Apotheken in der Krise: Umsatzrendite fällt auf historisches Tief

Dominik Hübenthal
Apotheken-Krise 2026: Umsatzrendite sinkt auf Rekordtief

Die wirtschaftliche Lage der deutschen Apotheken hat sich im vergangenen Jahr weiter verschlechtert und erreicht nun einen besorgniserregenden Tiefpunkt.
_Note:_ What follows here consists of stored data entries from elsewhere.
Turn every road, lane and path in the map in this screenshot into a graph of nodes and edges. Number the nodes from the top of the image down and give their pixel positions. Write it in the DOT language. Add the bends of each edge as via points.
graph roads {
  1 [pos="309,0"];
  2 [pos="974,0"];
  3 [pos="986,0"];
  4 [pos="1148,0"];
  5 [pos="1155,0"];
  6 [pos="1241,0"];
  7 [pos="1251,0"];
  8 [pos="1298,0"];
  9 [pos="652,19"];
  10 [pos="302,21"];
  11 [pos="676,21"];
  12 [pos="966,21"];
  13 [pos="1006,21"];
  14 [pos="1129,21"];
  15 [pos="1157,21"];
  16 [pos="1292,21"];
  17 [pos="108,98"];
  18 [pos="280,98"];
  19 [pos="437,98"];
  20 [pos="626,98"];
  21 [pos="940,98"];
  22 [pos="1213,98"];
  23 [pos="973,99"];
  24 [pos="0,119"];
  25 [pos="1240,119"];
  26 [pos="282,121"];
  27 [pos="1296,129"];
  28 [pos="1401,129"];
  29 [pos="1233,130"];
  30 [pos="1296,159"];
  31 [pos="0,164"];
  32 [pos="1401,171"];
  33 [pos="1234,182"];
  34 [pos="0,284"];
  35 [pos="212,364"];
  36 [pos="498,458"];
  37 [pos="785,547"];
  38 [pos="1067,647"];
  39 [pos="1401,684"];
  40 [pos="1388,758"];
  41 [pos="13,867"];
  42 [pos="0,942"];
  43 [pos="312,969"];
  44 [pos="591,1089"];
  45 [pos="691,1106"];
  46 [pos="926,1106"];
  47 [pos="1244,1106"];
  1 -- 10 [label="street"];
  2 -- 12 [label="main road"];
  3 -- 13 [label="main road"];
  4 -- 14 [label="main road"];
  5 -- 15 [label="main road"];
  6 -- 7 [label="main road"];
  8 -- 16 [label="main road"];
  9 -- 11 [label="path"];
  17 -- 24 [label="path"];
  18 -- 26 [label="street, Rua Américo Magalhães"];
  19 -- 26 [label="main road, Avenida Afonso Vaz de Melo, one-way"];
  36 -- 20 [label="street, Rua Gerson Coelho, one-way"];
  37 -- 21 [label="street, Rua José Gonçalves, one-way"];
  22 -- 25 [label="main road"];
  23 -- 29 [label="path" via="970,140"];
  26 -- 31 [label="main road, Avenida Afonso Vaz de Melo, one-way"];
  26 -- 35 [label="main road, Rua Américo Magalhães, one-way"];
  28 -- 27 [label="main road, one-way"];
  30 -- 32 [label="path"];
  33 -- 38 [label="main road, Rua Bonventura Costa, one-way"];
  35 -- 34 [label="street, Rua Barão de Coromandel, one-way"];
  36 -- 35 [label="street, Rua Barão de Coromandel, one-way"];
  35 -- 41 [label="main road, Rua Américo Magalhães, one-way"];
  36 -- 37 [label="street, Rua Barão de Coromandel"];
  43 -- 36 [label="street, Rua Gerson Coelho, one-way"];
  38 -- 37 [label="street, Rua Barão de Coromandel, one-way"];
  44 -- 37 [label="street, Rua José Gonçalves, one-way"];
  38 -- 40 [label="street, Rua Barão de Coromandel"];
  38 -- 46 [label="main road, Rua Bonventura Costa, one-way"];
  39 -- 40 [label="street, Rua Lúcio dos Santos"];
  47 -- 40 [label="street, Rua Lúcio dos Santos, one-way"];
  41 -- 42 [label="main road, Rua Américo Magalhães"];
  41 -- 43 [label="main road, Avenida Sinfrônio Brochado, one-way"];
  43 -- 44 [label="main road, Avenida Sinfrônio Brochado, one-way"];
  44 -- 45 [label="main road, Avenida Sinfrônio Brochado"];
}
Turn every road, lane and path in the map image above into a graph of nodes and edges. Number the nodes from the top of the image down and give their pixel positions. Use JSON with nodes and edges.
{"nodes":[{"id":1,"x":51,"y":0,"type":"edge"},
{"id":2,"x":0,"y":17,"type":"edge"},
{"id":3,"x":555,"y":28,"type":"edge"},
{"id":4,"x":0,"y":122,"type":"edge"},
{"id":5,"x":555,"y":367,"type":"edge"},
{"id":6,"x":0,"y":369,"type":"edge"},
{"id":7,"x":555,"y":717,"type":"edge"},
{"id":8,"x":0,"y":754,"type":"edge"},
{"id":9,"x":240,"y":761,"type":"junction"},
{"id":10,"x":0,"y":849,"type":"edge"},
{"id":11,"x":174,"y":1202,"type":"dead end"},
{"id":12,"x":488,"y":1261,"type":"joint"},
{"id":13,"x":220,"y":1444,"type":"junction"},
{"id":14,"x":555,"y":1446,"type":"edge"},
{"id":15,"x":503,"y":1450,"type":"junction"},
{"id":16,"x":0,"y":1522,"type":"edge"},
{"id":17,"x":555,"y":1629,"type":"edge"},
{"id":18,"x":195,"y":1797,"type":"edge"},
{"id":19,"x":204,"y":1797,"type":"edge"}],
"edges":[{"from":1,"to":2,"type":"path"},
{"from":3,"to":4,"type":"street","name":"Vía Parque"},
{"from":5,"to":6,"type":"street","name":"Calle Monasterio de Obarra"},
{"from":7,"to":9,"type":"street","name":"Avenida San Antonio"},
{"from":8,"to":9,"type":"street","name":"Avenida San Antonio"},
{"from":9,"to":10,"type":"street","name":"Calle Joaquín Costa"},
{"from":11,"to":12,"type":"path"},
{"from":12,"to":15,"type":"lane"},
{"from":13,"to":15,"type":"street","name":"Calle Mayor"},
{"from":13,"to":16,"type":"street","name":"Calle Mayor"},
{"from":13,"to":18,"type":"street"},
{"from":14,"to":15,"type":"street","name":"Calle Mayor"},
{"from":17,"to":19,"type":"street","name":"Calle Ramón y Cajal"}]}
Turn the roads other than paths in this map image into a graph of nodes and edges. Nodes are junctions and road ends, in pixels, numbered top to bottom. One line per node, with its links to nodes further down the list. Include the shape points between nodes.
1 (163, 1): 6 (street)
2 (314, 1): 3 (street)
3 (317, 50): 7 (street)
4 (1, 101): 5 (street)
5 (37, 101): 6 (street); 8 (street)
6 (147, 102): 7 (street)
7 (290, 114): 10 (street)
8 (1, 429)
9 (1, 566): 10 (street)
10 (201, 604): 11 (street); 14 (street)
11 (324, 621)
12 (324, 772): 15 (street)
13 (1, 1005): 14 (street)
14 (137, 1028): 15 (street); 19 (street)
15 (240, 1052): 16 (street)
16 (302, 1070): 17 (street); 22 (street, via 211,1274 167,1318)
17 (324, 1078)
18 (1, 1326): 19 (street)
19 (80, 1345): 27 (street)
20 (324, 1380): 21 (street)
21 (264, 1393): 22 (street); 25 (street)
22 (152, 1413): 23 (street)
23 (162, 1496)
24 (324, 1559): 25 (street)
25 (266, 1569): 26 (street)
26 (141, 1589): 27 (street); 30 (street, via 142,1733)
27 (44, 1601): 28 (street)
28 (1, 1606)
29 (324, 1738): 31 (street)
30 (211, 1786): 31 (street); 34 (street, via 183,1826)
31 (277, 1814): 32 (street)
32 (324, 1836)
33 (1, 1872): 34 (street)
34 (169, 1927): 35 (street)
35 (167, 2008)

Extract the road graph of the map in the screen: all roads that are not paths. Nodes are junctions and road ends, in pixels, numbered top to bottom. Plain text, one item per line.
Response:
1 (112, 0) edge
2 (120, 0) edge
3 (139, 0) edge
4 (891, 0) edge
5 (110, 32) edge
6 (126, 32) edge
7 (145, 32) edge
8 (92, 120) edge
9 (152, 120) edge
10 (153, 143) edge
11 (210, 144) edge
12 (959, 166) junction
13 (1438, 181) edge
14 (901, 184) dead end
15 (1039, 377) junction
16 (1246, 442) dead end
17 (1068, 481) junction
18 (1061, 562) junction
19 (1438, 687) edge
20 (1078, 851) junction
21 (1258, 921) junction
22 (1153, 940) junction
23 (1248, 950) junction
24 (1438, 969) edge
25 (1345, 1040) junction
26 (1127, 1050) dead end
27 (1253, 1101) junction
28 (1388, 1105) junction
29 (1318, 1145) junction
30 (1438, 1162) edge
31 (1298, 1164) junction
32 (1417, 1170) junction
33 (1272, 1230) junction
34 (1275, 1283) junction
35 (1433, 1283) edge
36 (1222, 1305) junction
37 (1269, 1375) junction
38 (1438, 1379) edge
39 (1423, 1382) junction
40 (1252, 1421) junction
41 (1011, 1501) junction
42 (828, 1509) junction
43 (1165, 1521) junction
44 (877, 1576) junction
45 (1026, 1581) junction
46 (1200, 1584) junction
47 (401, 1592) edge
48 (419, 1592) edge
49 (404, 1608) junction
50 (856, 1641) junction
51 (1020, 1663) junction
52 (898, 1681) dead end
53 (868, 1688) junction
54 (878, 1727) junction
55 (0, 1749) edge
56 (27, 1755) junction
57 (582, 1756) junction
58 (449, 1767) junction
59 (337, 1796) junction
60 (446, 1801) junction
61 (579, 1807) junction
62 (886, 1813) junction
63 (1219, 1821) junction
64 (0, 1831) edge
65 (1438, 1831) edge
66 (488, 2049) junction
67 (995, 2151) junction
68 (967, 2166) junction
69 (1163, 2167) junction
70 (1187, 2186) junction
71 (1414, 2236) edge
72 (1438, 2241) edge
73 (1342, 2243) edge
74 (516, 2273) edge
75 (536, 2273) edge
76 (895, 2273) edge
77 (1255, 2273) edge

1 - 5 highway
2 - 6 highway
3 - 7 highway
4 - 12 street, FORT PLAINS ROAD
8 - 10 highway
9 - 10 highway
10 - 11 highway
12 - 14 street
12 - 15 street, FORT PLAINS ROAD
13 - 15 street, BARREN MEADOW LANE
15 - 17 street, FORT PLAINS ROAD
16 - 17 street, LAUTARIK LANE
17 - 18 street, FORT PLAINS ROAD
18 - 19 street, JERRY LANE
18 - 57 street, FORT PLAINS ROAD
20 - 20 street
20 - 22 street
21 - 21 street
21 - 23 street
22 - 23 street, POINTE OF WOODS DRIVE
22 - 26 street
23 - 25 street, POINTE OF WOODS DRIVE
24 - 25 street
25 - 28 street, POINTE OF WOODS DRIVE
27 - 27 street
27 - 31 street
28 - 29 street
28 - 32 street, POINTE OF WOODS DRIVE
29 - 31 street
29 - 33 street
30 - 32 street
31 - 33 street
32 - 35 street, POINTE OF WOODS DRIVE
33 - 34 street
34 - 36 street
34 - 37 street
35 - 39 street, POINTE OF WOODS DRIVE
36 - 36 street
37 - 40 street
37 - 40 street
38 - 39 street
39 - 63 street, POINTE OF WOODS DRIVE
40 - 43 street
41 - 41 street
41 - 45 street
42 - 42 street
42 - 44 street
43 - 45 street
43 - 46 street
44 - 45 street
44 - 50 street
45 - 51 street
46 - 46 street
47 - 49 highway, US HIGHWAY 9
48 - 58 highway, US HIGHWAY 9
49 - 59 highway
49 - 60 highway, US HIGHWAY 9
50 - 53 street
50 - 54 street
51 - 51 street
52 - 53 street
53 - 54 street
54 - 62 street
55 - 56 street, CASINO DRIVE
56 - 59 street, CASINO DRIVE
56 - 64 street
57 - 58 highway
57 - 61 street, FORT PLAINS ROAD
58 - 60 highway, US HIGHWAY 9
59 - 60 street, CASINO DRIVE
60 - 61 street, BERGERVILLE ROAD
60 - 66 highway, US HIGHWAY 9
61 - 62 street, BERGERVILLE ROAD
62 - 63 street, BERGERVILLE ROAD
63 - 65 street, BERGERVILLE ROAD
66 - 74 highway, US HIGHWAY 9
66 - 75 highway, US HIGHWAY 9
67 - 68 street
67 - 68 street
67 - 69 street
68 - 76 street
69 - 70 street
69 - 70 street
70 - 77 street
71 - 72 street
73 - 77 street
Der aktuelle Apothekenwirtschaftsbericht für das Jahr 2026 offenbart drastische Zahlen, die nicht nur für die Inhaber, sondern auch für die flächendeckende Medikamentenversorgung der Bevölkerung weitreichende Folgen haben.

Dramatischer Rückgang der Umsatzrendite

Laut Angaben der Bundesvereinigung Deutscher Apothekerverbände (ABDA) fiel die Umsatzrendite einer durchschnittlichen Apotheke im Jahr 2025 auf lediglich 4,2 Prozent des Netto-Umsatzes. Zum Vergleich: Ein Jahr zuvor lag dieser Wert noch bei 4,4 Prozent, und vor zehn Jahren konnten Apotheken noch eine Rendite von 6,5 Prozent erwirtschaften. Trotz eines durchschnittlichen Netto-Umsatzes von rund vier Millionen Euro bleibt am Ende immer weniger für die Betreiber übrig, um Rücklagen zu bilden oder dringend notwendige Investitionen zu tätigen.

Jede dritte Apotheke in ihrer Existenz bedroht

Besonders alarmierend ist die finanzielle Stabilität vieler Betriebe. Der Bericht zeigt schonungslos auf, dass ein erheblicher Teil der Apotheken akut gefährdet ist:

  • Rund 33 Prozent der Apotheken weisen ein Betriebsergebnis von unter 100.000 Euro vor Steuern, Altersvorsorge und Investitionen auf. Dies entspricht in etwa den Brutto-Lohnkosten eines angestellten Krankenhausapothekers ohne Leitungsfunktion.
  • Ganze 7 Prozent der Apotheken in Deutschland haben im vergangenen Jahr sogar rote Zahlen geschrieben und Verluste verzeichnet.
  • Die Gesamtzahl der Betriebsstätten ist bis zum Ende des ersten Quartals 2026 auf 16.541 gesunken – der niedrigste Stand seit fast einem halben Jahrhundert.

Forderung nach sofortigem politischem Handeln

Der Vorsitzende des Deutschen Apothekerverbandes warnt eindringlich vor den Konsequenzen dieses Abwärtstrends. Jede Schließung bedeute nicht nur den Verlust einer freiberuflichen Existenz und lokaler Arbeitsplätze, sondern reiße auch Lücken in die wohnortnahe Versorgung der Patienten. Als Hauptursache wird die jahrelange chronische Unterfinanzierung genannt. So wurde das sogenannte Fixum – der gesetzlich festgelegte Vergütungsanteil der Apotheken pro rezeptpflichtigem Medikament – seit 2013 nicht mehr angepasst.

Höheres Honorar dringend gefordert

Um das Apothekenhonorar an die allgemeine wirtschaftliche Entwicklung und die enorm gestiegenen Betriebskosten anzupassen, richten die Interessenvertreter einen klaren Appell an die Politik. Gefordert wird eine unmissverständliche Anhebung des Fixums auf 9,50 Euro bis spätestens zum 1. Juli 2026. Nur durch verlässliche Rahmenbedingungen und wirtschaftliche Stabilität könne eine qualitativ hochwertige Versorgung der Menschen vor Ort auch in Zukunft sichergestellt werden.